It is early morning and Badri, my Bedouin guide, is still sleeping peacefully in the open air. We spent our first night near Acrobat Mountain – a surreal landscape of sand stone mountains with crooked shapes and arches, smooth chalk-white rocks and sloping ridges of powdery dunes. It was hard to believe that we were less than 200 km away from Cairo. This place was like another planet.

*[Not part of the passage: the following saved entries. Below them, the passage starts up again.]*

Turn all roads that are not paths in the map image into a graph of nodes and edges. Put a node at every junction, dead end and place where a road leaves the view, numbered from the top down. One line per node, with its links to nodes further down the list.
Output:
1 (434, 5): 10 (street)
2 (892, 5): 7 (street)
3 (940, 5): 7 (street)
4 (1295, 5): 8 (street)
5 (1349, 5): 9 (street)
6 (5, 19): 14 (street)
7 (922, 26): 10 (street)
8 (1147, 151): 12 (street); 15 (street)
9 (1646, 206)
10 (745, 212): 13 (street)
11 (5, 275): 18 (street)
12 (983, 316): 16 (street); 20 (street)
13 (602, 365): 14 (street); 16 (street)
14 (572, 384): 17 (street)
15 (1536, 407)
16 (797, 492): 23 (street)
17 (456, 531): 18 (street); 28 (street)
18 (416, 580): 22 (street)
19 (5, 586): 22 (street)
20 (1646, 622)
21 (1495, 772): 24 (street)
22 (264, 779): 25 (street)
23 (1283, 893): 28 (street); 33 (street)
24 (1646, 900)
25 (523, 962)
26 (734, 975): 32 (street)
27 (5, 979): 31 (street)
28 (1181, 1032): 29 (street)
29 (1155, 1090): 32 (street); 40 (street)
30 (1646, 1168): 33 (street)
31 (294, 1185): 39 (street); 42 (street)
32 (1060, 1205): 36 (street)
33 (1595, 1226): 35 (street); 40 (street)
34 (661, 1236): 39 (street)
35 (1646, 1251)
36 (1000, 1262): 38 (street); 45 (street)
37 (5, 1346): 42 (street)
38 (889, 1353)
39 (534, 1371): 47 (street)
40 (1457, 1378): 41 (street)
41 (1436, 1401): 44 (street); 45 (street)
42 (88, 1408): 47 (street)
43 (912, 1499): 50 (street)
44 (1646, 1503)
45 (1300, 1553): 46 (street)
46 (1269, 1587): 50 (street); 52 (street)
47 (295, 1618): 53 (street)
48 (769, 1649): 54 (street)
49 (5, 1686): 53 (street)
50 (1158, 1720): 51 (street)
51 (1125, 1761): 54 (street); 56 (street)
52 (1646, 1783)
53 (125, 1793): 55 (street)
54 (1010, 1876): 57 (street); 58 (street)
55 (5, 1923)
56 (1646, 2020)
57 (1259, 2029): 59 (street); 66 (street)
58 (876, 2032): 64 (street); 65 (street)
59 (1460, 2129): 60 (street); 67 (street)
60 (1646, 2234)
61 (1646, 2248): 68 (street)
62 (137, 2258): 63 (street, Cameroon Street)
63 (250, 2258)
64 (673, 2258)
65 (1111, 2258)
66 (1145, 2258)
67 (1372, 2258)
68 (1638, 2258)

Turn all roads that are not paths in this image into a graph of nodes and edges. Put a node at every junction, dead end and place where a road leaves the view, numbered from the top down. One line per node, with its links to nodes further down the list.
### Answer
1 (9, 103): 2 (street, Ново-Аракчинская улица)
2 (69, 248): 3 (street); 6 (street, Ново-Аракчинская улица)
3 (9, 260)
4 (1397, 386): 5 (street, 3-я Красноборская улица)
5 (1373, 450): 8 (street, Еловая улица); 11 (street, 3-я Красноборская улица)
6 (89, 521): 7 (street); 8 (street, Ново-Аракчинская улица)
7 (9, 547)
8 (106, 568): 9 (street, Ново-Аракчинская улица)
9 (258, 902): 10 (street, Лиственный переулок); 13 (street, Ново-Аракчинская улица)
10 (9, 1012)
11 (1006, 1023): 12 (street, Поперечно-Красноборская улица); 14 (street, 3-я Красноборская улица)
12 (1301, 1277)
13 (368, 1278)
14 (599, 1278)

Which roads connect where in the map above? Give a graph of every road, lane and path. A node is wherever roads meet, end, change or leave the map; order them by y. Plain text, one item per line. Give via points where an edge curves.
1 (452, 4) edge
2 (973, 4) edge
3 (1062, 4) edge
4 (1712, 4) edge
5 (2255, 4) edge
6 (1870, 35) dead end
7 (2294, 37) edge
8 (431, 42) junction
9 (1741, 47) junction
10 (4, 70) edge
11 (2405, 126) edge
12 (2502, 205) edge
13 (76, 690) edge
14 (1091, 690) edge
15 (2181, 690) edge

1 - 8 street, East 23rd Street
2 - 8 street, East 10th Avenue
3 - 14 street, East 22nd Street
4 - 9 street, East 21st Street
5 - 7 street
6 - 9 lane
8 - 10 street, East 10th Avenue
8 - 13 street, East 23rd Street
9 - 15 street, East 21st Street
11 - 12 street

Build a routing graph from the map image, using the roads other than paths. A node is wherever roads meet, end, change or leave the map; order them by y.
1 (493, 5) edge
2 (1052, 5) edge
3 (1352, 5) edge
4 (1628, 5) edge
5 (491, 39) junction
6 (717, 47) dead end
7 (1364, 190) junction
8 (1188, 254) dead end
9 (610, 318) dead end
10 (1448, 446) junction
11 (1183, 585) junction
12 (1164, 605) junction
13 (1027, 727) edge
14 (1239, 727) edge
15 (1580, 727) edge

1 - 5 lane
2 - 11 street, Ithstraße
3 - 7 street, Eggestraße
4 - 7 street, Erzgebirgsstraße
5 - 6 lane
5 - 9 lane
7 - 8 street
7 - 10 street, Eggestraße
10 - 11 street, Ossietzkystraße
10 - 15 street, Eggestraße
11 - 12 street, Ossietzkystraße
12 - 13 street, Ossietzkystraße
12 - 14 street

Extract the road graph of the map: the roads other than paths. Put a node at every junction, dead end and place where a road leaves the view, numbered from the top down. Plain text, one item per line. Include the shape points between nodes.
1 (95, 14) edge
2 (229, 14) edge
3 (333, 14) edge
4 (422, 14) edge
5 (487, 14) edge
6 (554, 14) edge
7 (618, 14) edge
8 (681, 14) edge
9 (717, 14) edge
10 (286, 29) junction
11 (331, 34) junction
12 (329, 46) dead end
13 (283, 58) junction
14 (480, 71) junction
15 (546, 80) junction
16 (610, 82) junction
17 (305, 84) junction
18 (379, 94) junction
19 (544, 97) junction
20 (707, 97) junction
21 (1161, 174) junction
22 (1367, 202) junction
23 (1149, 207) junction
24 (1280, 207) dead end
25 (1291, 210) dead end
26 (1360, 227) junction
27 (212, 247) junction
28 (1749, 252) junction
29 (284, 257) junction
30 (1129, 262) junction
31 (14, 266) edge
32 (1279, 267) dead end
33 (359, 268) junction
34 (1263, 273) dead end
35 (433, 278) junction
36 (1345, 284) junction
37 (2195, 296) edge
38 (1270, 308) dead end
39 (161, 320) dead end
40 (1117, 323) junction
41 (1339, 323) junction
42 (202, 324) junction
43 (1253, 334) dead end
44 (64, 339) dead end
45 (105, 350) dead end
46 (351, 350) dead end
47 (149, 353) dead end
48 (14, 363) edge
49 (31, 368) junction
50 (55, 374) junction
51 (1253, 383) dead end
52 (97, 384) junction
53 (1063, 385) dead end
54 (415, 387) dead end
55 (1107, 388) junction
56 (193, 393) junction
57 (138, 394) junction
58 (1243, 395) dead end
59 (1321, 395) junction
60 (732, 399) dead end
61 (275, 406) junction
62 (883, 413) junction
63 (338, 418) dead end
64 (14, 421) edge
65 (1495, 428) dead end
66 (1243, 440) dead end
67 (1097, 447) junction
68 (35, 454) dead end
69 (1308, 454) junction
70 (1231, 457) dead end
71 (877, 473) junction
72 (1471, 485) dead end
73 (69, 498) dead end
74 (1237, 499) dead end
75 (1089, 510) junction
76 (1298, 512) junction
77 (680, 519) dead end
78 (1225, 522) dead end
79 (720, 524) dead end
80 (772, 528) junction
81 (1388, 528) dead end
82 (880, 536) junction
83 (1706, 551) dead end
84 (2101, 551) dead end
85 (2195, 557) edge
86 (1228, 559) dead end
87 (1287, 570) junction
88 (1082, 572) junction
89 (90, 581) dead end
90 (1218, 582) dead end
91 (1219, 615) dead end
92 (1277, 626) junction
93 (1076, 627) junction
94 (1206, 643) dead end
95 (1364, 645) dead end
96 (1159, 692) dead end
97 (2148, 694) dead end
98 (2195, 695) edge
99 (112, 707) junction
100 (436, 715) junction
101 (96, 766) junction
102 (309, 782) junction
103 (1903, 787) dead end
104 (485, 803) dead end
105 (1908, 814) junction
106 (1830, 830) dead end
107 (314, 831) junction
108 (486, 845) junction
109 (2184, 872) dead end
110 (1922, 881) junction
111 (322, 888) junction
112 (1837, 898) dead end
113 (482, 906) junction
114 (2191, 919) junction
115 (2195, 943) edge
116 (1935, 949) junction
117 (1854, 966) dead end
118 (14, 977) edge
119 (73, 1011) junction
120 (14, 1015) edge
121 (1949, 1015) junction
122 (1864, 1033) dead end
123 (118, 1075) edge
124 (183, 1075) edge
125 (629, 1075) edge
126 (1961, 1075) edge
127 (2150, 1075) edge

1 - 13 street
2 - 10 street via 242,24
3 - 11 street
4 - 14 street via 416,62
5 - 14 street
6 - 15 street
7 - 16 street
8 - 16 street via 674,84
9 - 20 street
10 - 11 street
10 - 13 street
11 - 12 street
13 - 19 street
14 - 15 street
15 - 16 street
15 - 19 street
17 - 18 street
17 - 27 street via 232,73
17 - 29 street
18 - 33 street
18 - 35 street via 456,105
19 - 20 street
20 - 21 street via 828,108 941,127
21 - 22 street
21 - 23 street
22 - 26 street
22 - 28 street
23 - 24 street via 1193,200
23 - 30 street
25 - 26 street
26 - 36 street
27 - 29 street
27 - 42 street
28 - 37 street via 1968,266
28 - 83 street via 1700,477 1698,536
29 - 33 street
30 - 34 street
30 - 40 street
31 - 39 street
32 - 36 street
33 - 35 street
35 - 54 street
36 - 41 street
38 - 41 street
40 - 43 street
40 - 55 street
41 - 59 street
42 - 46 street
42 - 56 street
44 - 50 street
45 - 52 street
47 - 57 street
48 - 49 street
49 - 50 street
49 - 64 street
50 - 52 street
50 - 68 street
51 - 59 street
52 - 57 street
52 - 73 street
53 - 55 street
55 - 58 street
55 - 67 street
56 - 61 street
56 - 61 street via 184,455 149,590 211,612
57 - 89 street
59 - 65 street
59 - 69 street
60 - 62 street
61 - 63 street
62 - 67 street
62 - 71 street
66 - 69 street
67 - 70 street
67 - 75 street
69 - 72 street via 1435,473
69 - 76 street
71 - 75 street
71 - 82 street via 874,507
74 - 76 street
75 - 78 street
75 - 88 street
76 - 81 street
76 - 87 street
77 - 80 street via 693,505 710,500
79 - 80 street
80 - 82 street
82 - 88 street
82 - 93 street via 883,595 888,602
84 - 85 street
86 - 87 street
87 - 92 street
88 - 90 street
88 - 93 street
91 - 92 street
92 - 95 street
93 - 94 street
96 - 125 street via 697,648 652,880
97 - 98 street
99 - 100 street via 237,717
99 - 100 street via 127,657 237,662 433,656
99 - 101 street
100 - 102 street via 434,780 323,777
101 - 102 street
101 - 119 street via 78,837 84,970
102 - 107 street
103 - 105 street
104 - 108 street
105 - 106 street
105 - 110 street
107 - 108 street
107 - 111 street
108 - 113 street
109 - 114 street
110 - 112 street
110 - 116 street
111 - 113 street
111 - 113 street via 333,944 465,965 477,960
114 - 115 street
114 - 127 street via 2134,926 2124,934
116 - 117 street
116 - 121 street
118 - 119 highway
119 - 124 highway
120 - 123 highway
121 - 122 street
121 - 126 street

Last night, we had set up camp in a circular alcove of beige boulders and golden sand. Badri plied me with dozens of tiny glasses of sugary mint tea, otherwise referred to as “Bedouin whiskey.” We lit a blazing fire and roasted chicken on hand made skewers. The rich, lilting voice of Um Kulsoum flooded the silent desert night - the best concert hall acoustics in the world! We listened to the classic song Inta Omri which means “you are my life” countless times. Badri translated the meanings of the lyrics from Arabic to English until they seared in my mind. We were building a good rapport grounded in our mutual love of the desert. He was friendly but not intrusive. I could always be alone with the elements.
The Buzz
The still, silent desert buzzes with presence. The ridges of dunes, the soft slithery feel of millions of sand grains, my footprints etched in the grains, the breeze swirling among the sandy plateau, the slowly undulating movements of the clouds, the fractured complexities of the distant rocky crags, all part of the eternal web. A web which is another reality, where thoughts are not fragmented, labeled, separated, but rather bound together in an inevitable totality that melts barriers and floods the soul with an incredible wholeness and completeness. The desert enchants and distracts with its surreal, haunting beauty.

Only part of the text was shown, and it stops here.